Rückblick: Im November letzten Jahres hatten wir eine vorläufige einstweilige Verfügung gegen Rechtsanwalt Stefan Musiol aus Nürnberg erwirkt. Er hatte auf seiner Website über einen Prozess berichtet, den er gegen uns gewonnen hatte – allerdings nur in der ersten Instanz. In der zweiten Instanz änderte das Landgericht das erstinstanzliche Urteil ab und verurteilte den Mandanten Musiols zur Zahlung eines Geldbetrags. Auf seiner Website berichtete Musiol aber auch noch Wochen danach von seinem kurzfristigen Erfolg und ließ es so aussehen als hätte er den Prozess gewonnen – was sicherlich gute Werbung für ihn war. Nach der einstweiligen Verfügung musste er seinen Beitrag ändern und auf seine Niederlage hinweisen. Gegen die einstweilige Verfügung legte Musiol am 10. Januar 2014 eine Widerspruchsschrift vor. Über diese hat jetzt das Landgericht Berlin entschieden und den Widerspruch Musiols nach kurzer mündlicher Verhandlung verworfen.

Abänderung des erstinstanzlichen Urteils für Musiol ohne besonderen Informationswert

Kurios: In seiner Widerspruchsschrift schreibt Musiol unter anderem, es sei ohne besonderen Informationswert, dass das Landgericht unter Abänderung des erstinstanzlichen Urteils seinen Mandanten zur Zahlung verurteilt habe. Für seinen Mandanten wird das Urteil aber sehr wohl entscheidend gewesen sein.

Nach der Entscheidung des Landgerichts – Musiol schickt neue Unterlassungserklärung

Die Reaktion Musiols auf die Entscheidung des Gerichts ließ nicht lange auf sich warten. Nur wenige Stunden nach der Gerichtsverhandlung schickte Stefan Musiol uns direkt nach der Verhandlung, am 26.02.14 um 3.34 Uhr nachts, per Fax eine Unterlassungs- und Verpflichtungserklärung.
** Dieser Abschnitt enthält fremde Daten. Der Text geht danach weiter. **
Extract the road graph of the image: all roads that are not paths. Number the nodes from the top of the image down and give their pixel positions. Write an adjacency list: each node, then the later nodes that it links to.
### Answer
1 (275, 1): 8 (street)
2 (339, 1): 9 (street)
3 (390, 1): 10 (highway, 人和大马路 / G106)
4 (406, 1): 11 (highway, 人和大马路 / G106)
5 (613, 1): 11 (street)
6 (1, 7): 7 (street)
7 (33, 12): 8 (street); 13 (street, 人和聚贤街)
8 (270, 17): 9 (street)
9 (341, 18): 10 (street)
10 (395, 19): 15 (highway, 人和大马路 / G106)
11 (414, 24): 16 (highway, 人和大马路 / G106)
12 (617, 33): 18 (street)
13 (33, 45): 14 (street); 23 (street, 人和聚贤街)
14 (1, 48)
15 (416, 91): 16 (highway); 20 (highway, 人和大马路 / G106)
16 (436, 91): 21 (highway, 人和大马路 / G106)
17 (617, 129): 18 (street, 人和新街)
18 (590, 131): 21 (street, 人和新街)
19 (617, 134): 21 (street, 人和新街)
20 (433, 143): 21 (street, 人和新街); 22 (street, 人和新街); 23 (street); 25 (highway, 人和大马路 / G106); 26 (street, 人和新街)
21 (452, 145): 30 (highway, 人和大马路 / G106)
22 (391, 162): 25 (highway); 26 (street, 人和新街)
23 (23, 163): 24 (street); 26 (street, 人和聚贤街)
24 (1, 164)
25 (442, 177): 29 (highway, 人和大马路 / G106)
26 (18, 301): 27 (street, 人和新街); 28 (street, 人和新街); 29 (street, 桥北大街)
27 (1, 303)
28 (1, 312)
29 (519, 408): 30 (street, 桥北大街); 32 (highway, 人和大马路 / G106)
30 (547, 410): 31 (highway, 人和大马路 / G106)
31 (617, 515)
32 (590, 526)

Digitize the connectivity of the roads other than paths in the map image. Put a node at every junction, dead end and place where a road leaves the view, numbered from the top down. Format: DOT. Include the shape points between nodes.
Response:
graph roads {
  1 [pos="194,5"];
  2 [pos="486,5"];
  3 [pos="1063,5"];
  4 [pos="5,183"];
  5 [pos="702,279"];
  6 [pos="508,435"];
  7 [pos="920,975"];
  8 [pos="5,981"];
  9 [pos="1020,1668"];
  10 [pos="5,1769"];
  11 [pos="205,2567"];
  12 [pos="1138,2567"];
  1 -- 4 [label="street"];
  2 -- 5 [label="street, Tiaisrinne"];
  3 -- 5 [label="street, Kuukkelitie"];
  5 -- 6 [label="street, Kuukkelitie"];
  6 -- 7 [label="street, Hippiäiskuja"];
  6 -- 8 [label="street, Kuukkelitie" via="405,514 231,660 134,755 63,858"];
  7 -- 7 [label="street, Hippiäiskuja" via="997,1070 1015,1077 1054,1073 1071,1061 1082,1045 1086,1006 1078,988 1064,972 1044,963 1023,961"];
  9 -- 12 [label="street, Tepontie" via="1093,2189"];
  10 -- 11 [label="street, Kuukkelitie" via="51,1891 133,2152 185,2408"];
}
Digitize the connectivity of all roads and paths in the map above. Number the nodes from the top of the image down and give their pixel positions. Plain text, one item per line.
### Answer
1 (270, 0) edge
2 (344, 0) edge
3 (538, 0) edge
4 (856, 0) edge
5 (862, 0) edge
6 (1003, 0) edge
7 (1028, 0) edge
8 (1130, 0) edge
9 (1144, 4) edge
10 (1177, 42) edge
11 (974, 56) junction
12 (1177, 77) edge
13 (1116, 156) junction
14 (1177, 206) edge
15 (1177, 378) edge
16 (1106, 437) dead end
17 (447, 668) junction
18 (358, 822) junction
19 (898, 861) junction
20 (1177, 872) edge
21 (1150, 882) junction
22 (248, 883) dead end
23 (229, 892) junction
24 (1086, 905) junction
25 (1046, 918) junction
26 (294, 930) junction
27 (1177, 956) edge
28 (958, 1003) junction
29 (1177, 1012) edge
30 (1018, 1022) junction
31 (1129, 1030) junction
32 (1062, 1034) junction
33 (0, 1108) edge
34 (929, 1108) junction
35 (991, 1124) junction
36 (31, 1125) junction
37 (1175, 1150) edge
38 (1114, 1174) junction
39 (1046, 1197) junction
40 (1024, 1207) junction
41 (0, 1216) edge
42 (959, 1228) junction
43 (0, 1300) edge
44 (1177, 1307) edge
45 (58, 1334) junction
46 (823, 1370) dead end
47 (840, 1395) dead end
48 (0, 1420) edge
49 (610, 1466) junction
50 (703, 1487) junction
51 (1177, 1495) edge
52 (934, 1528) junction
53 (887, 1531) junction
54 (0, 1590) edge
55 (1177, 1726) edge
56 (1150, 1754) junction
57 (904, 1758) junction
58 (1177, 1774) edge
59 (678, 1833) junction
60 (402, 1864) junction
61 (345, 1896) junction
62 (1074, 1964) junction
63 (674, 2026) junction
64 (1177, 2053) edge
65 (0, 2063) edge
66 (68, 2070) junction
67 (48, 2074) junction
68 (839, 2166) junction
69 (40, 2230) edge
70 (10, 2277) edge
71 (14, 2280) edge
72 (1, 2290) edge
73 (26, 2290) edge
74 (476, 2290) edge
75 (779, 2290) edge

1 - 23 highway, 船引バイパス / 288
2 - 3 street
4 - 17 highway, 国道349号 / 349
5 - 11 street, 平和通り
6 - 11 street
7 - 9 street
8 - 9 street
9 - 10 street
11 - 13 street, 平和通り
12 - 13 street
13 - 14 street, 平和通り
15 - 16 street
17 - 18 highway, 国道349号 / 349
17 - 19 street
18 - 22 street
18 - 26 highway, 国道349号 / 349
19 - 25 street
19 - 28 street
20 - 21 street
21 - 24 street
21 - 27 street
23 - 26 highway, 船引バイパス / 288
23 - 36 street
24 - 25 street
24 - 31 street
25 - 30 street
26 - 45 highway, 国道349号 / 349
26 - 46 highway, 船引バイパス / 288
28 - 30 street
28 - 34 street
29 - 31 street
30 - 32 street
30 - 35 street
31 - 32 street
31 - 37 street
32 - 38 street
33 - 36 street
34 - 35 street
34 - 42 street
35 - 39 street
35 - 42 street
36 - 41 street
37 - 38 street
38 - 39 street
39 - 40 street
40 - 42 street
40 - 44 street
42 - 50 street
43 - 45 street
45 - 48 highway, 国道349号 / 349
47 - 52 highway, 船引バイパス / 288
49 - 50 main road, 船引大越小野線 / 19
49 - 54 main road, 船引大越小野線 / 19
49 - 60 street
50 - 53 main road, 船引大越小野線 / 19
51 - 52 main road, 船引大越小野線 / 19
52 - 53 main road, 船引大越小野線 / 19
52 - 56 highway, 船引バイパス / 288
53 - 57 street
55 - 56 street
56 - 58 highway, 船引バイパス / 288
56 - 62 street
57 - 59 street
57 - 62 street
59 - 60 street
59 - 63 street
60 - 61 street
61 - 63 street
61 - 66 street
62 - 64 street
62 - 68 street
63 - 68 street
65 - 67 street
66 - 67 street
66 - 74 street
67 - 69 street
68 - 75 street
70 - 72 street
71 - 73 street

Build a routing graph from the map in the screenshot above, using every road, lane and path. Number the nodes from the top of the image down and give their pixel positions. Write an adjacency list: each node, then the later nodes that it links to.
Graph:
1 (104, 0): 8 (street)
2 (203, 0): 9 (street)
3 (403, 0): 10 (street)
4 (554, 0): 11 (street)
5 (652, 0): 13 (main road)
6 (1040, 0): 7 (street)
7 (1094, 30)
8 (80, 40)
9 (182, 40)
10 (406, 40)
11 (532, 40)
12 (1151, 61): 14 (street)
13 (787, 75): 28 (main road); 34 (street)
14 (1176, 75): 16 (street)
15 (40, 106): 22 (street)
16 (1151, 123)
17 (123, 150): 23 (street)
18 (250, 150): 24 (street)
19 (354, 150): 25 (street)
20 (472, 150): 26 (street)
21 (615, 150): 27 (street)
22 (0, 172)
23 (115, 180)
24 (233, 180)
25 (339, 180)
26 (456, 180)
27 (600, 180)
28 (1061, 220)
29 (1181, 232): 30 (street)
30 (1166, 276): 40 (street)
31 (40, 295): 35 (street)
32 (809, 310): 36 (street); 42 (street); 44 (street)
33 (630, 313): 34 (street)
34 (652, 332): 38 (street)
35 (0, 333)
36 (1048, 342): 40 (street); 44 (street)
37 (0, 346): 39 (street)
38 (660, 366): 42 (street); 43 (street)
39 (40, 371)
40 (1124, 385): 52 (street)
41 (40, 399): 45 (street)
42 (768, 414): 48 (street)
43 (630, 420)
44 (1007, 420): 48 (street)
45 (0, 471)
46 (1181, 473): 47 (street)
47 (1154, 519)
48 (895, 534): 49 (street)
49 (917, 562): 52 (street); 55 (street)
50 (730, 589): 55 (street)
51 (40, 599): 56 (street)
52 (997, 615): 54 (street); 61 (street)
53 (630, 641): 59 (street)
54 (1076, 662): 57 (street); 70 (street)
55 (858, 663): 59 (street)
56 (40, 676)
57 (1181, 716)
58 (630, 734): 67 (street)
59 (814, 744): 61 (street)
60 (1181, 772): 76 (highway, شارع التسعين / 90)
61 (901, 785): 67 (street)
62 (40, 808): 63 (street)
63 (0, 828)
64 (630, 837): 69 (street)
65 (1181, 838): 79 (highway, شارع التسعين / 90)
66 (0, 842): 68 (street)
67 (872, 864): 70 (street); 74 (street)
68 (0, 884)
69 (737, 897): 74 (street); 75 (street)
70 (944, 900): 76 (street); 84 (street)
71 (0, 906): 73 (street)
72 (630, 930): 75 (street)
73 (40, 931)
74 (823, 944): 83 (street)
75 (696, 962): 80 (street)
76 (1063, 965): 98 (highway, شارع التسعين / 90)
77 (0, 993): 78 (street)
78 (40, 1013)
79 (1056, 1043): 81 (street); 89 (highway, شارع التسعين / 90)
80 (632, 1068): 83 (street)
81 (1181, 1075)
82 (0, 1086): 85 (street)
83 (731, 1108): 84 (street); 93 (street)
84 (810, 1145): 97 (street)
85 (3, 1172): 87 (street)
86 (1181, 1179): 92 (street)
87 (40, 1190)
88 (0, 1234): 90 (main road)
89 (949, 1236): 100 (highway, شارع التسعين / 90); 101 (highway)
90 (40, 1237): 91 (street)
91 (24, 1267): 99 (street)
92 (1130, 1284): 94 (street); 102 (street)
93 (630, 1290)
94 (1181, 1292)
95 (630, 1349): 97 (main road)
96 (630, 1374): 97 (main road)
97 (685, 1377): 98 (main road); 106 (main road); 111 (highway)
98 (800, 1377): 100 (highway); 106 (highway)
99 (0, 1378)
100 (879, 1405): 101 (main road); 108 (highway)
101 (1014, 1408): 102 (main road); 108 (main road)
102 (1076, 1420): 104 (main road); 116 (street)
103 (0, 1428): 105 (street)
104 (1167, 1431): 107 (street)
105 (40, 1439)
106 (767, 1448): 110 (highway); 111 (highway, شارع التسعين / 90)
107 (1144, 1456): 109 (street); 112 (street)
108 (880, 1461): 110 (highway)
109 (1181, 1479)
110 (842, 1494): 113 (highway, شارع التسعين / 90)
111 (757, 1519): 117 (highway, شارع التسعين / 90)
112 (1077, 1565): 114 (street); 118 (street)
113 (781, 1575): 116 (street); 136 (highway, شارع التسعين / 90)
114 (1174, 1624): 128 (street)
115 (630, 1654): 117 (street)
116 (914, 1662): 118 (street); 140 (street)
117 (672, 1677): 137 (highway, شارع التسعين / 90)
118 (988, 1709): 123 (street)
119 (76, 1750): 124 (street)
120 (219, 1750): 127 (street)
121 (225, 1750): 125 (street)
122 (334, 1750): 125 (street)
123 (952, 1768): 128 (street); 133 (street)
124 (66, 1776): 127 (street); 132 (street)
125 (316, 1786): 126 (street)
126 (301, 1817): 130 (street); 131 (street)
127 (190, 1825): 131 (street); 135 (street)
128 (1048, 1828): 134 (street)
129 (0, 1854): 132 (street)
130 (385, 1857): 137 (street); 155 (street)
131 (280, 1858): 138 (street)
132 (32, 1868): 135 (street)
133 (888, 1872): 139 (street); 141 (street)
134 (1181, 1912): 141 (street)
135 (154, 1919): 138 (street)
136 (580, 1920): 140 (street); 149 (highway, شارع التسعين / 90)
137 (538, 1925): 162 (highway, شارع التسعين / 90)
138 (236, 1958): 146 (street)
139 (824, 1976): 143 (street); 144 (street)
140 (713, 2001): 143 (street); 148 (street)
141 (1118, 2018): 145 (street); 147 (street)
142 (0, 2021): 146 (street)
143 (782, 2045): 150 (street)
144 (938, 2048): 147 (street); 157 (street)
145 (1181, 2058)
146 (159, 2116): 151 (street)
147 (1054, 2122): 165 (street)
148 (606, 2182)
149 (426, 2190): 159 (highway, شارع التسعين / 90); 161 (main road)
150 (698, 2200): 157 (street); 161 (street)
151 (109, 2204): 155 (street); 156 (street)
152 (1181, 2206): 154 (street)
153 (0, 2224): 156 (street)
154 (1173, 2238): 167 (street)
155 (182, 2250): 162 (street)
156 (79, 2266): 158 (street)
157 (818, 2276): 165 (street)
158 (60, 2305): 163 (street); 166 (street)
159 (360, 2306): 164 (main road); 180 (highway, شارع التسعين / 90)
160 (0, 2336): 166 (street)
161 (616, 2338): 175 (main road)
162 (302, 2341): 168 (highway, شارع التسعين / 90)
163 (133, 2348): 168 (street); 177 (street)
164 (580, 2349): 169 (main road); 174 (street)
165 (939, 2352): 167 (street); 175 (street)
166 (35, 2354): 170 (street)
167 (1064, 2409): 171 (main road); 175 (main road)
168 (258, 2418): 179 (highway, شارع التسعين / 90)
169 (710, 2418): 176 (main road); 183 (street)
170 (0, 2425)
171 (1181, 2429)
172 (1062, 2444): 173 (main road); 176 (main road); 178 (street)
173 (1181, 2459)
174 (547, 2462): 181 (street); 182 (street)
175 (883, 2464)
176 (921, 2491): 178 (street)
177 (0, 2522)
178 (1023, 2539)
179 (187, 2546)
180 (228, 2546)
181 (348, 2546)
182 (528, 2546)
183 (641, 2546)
Offenbar hat er unsere Blogbeiträge gelesen und sieht seinen Ruf beschädigt. Er fordert von uns, mehrere Behauptungen über ihn abzuändern und die Kosten für die Erstellung des Abmahnschreibens in Höhe von 1121,91 Euro zu übernehmen. Für uns ist diese kurzentschlossene Reaktion auf die Entscheidung des Gerichts wieder einmal ein Zeichen dafür, wie unüberlegt und impulsiv der Nürnberger Rechtsanwalt handelt.

Offenbar ist das Kapitel Musiol für Bitskin noch nicht abgeschlossen – auch deshalb nicht, weil Musiol gegen die Entscheidung des Landgerichts am 19.03.2014 Berufung eingelegt hat. Auf 19 Seiten versucht Musiol nun das Kammergericht Berlin davon zu überzeugen, dass er uns öffentlich diffamieren darf. Wir werden weiter berichten.

2 Gedanken zu „Landgericht stoppt Unterstellungen RA Musiols“

  1. David sagt: 28. April 2014 at 18:51

    Um was ging es denn?

  2. Autor sagt: 30. April 2014 at 09:05

    Hallo David!
    Es ging um eine einstweilige Verfügung gegen bestimmte Unterstellungen, die RA Musiol damals auf seiner Webseite veröffentlichte. Nachzulesen hier: https://bitskin.berlin/allgemein/6541/einstweilige-verfugung-gegen-rechtsanwalt-musiol.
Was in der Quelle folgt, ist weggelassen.